From customer request to market need

Recently, during a Dialogue Miles conversation with my friend John Evans, we reflected on something both of us experienced early in our careers: translating complexity into practical solutions.

In many applications engineering environments, that was the work. A customer had a need. The technology was available. Success came from understanding the problem clearly enough to connect the right pieces into something useful.

At first, the question was practical: How do we solve this?

As the stakes grew, the harder question became: Should we build this?

That is where leadership comes in.

Every customer request deserves listening. Some requests reveal a broader market need before the market has clear language for it. Others reflect one customer’s specific situation, workflow, or constraints.
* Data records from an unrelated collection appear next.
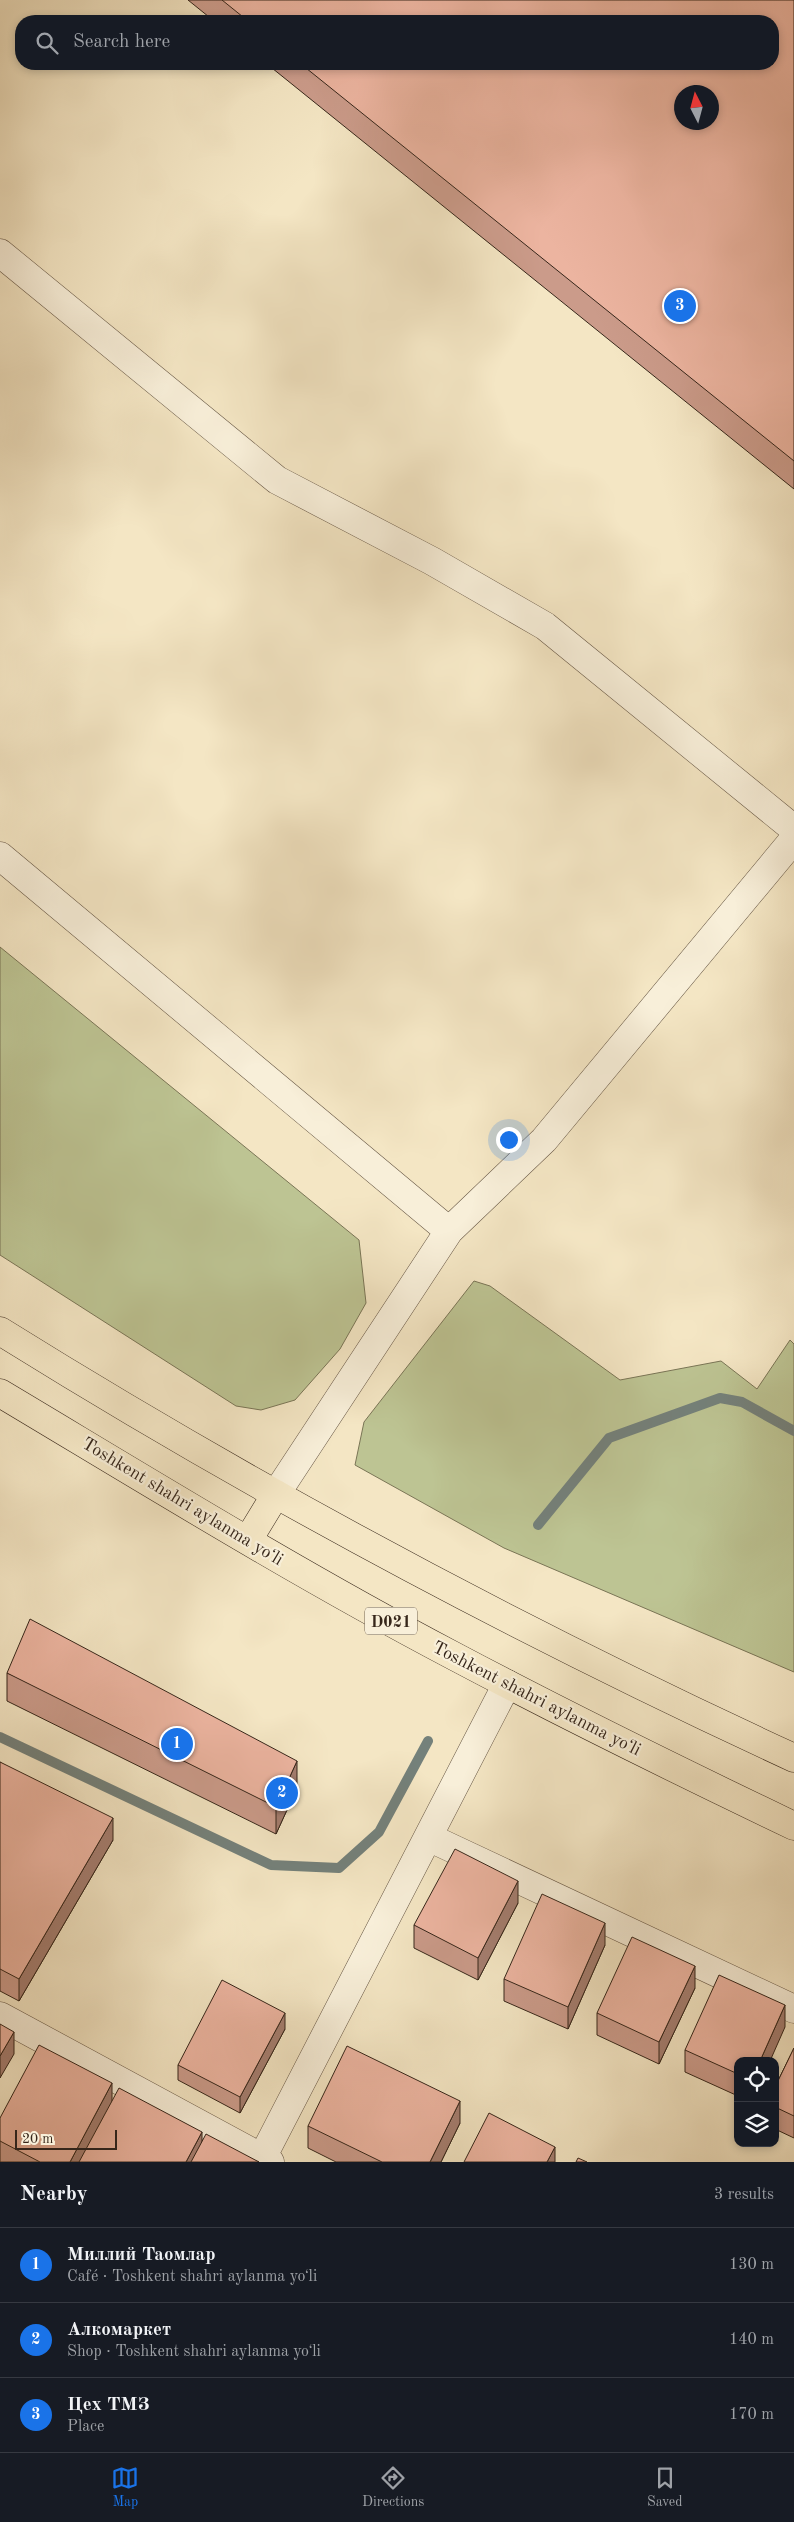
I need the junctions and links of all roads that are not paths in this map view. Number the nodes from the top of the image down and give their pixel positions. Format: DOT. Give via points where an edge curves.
graph roads {
  1 [pos="0,254"];
  2 [pos="794,829"];
  3 [pos="794,839"];
  4 [pos="0,856"];
  5 [pos="449,1231"];
  6 [pos="0,1331"];
  7 [pos="0,1393"];
  8 [pos="276,1494"];
  9 [pos="248,1540"];
  10 [pos="507,1684"];
  11 [pos="794,1758"];
  12 [pos="794,1826"];
  13 [pos="428,1837"];
  14 [pos="794,2009"];
  15 [pos="0,2016"];
  16 [pos="266,2160"];
  1 -- 2 [label="street" via="277,480 432,561 545,626"];
  3 -- 5 [label="street" via="544,1140"];
  4 -- 5 [label="street"];
  5 -- 8 [label="street"];
  6 -- 8 [label="highway"];
  7 -- 9 [label="highway, Toshkent shahri aylanma yoʻli / D021"];
  8 -- 9 [label="highway"];
  8 -- 11 [label="highway" via="473,1601 676,1704"];
  9 -- 10 [label="highway, Toshkent shahri aylanma yoʻli / D021"];
  10 -- 12 [label="highway, Toshkent shahri aylanma yoʻli / D021"];
  10 -- 13 [label="street"];
  13 -- 14 [label="street"];
  13 -- 16 [label="street"];
  15 -- 16 [label="street"];
}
Knowing the difference can determine whether scarce time and capital create lasting value or become an expensive distraction.

Clayton Christensen’s perspective in Jobs to Be Done is useful here. His point is that customers “hire” products to help them make progress in a specific circumstance. That means the request itself is only part of the story. A customer asking for a feature may really be trying to remove a bottleneck, make a decision faster, or reduce the work required to get something done. The leadership question is to look past the exact ask and understand the job behind it.

Geoffrey Moore makes a related point in Crossing the Chasm. Early customers can be valuable because they are often willing to lean in before the market is fully formed. They may see the potential, tolerate rough edges, and help shape the solution. Broader growth depends on a different test: whether the need shows up in a repeatable way for customers who need proof before they commit. A request from one early customer is useful. A pattern across pragmatic buyers is what turns it into a market.

That is why translators create so much value.

The best leaders, engineers, and advisors listen across conversations. They hear how customers describe problems in their own words, then look for the larger pattern underneath. When the same frustration shows up in different forms, a market need may be starting to emerge.

The gap between what customers ask for and what they are trying to accomplish is often where the real opportunity lives.

A customer may ask for a feature because an existing process slows down an important decision. Another may ask for a workaround because the current system creates extra work. The request gives you the starting point. The job behind it tells you what the customer is really trying to do.

Then comes the leadership decision.

Is this solving one customer’s situation?

Or is this addressing a need many customers share?

Both answers can be valid. They deserve different levels of commitment.

It is natural to feel pulled toward the customer who is closest or most urgent. Relationships are important, and customers often teach us what internal planning misses. Still, time spent on a highly customized solution is time set aside from scalable growth.

A single customer request can uncover a much larger opportunity. It can also become a costly distraction. The difference is rarely obvious in the moment, which is why leaders need to listen carefully, look for repetition, and decide with discipline.


The Pebble

A customer request is the start of the conversation.

The job behind it explains what the customer is trying to accomplish.

The pattern across customers shows whether it may be worth building.


The Ripple

Review your current projects, initiatives, or investments and ask:

  • Am I solving a customer request?

  • Or am I addressing a market need?

The answer may reveal where the next wave of growth can begin.


Closing Question

What is the best example in your career where a single customer request uncovered a much larger market opportunity?